* Problem
Copy each line from the data that has the word "street" in it.

Stored data
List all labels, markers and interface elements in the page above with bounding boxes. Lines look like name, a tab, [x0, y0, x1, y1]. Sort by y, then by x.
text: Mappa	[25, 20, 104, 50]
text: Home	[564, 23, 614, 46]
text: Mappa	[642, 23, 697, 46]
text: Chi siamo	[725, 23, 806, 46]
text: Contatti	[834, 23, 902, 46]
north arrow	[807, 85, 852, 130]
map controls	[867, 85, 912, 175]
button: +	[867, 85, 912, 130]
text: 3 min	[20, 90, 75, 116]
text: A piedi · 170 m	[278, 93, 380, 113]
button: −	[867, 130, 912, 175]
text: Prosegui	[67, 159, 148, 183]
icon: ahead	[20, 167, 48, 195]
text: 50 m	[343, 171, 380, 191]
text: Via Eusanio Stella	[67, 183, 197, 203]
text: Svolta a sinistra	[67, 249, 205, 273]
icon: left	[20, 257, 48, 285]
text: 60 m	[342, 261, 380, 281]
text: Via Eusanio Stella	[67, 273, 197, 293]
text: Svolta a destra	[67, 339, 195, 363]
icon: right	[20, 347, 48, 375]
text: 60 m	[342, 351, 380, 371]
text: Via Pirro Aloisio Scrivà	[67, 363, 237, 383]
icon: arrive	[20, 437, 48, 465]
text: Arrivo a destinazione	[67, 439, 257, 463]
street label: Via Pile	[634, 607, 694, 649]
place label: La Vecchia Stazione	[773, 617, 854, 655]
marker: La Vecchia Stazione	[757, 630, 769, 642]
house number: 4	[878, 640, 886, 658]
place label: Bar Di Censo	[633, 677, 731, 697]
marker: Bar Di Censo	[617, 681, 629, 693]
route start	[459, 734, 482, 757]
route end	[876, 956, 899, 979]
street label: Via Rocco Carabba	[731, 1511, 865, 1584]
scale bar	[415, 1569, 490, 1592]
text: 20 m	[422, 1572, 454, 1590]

* Written reply
street label: Via Pile	[634, 607, 694, 649]
street label: Via Rocco Carabba	[731, 1511, 865, 1584]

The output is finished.